As Expo Milano 2015 continues to wow millions of visitors with stunning architecture and innovative exhibitions about the future of food production, we can’t help but get a little nostalgic for some past Expos. While London 1851 (Crystal Palace) and New York 1939 (The World of Tomorrow) are close to our hearts, it is the 1970 Expo in Osaka that really gets us fired up. Take a look at the seemingly endless stream of fantastic designs after the jump.
The fair was initiated in 1965 and realized in 1970. From its conception to its realization, the following events happened: Malcolm X and Martin Luther King were assassinated, The Vietnam War started, Neil Armstrong walked on the moon, and the protests of 1968 erupted. This historically, politically, and socially complex time was matched by its architecture, which experienced a surge in innovation and experimentation in a variety of flavors. The 1970 Osaka Expo showcased many of the strains of technological and social revolutions that were informing the built environment of the time, and the possible futures that architecture could deliver, under the theme “Progress and Harmony for Mankind.”
The result was one of the most explosive displays of architectural invention ever. It was master planned by two of the masters of the Metabolist movement in Japan, Kenzo Tange and Uzo Nishiyama. The pair represented two waves of Japanese postwar design, as Tange was a technocrat, and Nishiyama was a Marxist, more socially-driven in his ambitions to fight for the lower classes.
The Metabolists saw the fair as the realization of the urban ideas that they had been developing in the 1950s and 1960s. The grounds were conceived as a living, changing organism with a central “spine that could serve as the center of a future city.” For more on the plan of the site, visit Kenzo Tange and the Metabolist Movement: Urban Utopias of Modern Japan by Zhongjie Li.
The pavilions came from 76 countries, one colony (Hong Kong), three US states, and one German city. The pavilions were a mélange of the incredible experiments that were taking place in the 1960s. Space frames, prefabrication, technological integration, tensile structures, domes, inflatables, metabolism, and space travel were some of the themes shined through, and set a very high bar for future Expos.
Dennis Crompton, a founder of Archigram, told the AN that he really enjoyed his time there because “it was the first time many of those ideas appeared in built form.” (They had an exhibition in the show, but more on that later.)
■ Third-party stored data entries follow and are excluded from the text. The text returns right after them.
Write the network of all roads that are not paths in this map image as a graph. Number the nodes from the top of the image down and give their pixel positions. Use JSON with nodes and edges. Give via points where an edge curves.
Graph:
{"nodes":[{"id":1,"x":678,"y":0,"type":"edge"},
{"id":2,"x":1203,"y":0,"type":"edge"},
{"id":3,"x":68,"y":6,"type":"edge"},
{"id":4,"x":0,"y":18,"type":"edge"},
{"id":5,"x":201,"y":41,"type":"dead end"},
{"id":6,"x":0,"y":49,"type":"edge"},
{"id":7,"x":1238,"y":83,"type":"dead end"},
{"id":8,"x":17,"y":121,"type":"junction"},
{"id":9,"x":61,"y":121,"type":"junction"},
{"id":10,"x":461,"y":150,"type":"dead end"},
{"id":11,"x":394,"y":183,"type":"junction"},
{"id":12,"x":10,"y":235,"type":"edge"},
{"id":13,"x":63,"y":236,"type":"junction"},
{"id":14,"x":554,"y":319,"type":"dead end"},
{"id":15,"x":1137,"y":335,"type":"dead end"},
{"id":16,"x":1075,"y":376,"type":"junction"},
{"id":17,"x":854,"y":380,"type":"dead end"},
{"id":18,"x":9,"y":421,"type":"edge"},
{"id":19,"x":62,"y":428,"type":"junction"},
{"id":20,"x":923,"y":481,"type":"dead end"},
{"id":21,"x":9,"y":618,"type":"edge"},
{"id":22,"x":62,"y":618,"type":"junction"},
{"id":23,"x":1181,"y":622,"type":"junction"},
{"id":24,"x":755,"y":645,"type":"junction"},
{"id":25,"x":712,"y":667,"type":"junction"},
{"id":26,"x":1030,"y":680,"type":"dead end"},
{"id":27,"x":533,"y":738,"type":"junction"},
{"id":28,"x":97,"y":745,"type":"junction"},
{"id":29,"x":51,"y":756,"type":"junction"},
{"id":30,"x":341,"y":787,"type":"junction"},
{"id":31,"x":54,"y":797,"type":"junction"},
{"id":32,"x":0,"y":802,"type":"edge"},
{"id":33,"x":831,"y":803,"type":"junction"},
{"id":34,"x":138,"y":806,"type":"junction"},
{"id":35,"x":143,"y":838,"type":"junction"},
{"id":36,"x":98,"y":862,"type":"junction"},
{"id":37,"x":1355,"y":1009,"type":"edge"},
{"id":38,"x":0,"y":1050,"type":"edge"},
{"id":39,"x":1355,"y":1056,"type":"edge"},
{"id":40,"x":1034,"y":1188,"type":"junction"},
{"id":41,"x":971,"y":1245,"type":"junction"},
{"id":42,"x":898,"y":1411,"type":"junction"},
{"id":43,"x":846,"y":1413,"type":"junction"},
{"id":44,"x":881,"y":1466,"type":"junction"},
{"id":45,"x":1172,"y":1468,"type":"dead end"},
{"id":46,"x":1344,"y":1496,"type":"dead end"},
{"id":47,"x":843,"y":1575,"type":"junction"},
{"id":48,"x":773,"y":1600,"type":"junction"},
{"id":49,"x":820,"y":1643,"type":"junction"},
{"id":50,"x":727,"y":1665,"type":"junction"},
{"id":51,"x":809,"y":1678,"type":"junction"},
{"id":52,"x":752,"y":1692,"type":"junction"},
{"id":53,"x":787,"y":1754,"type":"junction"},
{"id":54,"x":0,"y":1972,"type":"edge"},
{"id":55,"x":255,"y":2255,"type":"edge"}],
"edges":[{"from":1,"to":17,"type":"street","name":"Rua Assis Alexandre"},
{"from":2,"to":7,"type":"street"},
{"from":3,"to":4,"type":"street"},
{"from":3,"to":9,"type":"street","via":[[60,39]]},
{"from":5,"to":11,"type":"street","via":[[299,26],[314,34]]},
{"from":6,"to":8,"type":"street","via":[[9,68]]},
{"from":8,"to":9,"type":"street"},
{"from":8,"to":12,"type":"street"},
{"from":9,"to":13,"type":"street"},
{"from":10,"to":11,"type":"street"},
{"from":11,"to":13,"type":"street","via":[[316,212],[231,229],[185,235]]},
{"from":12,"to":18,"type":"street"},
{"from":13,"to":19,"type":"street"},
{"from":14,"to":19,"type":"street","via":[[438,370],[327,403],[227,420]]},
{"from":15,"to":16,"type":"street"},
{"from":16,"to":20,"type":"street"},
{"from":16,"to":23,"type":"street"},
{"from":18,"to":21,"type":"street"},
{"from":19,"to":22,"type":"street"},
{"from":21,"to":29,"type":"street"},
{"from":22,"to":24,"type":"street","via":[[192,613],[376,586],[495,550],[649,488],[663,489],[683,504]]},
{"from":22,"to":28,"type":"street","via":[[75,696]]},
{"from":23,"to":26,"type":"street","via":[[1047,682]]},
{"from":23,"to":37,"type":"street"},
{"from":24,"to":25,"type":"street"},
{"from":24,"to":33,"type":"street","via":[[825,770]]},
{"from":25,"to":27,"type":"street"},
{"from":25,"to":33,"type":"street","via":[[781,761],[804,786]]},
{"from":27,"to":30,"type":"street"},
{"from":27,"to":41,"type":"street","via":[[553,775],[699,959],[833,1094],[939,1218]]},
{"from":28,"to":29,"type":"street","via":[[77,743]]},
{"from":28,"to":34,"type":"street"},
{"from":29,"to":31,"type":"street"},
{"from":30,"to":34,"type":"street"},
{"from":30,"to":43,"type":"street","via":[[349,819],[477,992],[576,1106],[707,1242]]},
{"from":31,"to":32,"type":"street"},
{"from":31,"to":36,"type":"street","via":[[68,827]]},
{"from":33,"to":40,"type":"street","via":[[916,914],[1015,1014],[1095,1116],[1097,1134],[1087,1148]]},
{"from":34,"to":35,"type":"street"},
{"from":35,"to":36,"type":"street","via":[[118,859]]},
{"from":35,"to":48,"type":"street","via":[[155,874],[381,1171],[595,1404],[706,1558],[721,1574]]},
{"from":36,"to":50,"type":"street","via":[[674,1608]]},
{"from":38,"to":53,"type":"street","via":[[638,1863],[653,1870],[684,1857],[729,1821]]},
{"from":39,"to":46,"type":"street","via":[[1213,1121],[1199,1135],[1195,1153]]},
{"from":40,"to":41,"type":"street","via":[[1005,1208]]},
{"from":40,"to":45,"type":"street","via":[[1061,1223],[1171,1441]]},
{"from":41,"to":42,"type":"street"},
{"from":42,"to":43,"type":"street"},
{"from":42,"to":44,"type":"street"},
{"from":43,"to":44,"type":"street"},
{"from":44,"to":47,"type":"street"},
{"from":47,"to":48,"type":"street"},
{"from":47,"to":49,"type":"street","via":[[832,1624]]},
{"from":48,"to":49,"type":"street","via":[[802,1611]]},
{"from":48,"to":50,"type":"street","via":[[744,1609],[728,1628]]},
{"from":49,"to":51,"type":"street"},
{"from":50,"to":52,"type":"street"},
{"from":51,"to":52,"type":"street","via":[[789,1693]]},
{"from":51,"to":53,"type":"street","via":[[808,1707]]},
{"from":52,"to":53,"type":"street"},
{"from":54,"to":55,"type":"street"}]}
Of course, not everyone shares Archigram’s embrace of pop culture and fantastic architecture. Many critics called it an amateurish, over the top celebration of national one-upmanship and consumerism that sacrificed many of architecture’s ideals, succumbing to politics and industry, which used the image of bombastic design to seem progressive.
The main festival venue, designed by Tange, was an enormous space frame that could house performances, and each country got time for their own traditions and performances, such as Thailand’s 16-day Elephant Festival. Kiyonori Kikutake designed the Festival Tower, which took on a high-tech aesthetic and loomed above the site. Kisho Kurokawa (of Capsule Tower fame) designed one of the three capsule houses suspended over the Festival Plaza. An enormous fountain designed by Isamu Noguchi rained water down. The National Pavilions took on a myriad of wild and technologically advanced forms.
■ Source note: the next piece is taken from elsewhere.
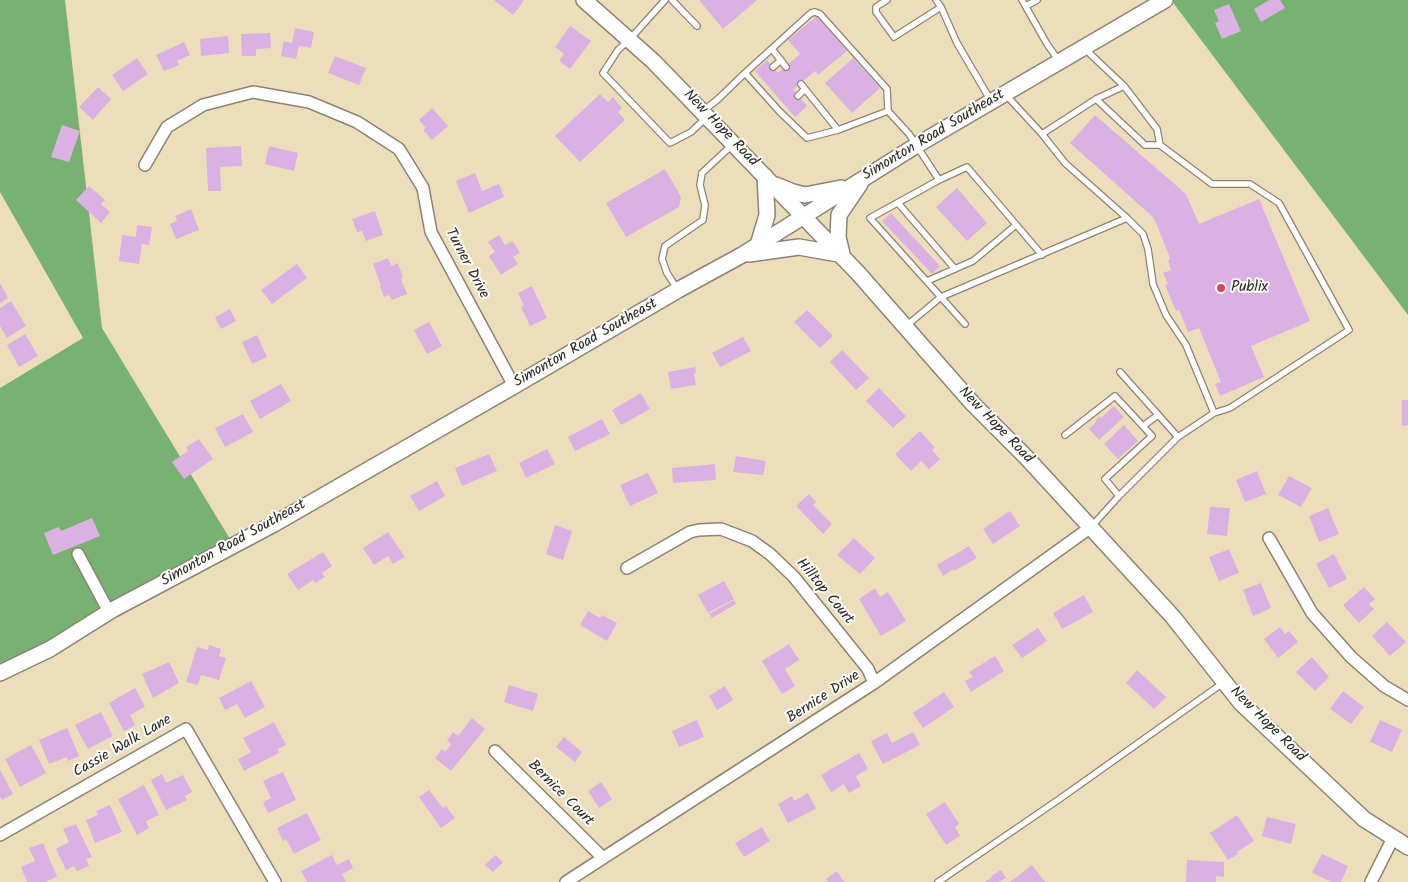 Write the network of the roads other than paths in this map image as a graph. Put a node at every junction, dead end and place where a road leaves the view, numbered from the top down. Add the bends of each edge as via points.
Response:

Transportation options included gondolas, a free perimeter monorail, and roller coasters. One of the more unusual parts of the Expo was Arata Isozaki’s “Demonstration Robot,” an enormous “robot” that featured a control booth in its head, arms that moved, and legs that raised it 24 feet off the ground, creating a stage in its base.
Not surprisingly, Archigram had an installation in the show. Produced alongside their friend Kurokawa. They shared an affinity for organic shapes and clip-on elements that could expand and re-configure structures easily. Kurokawa collaborated with Archigram on their exhibition as part of the Japanese Pavilion. It include a dimly lit space with a “Futures Peepshow” and a “yes-no” button for audience participation.
This is certainly true for one of the Expo’s more prescient projects, the Pepsi Pavilion, designed by the art collective Experiments in Art and Technology (E.A.T.). The building was a dome that immersed visitors in projected images, while the exterior featured a cloud-like water vapor sculpture that enveloped the faceted exterior of the dome. It was Diller Scofidio and Renfro’s Blur Building 30 years earlier.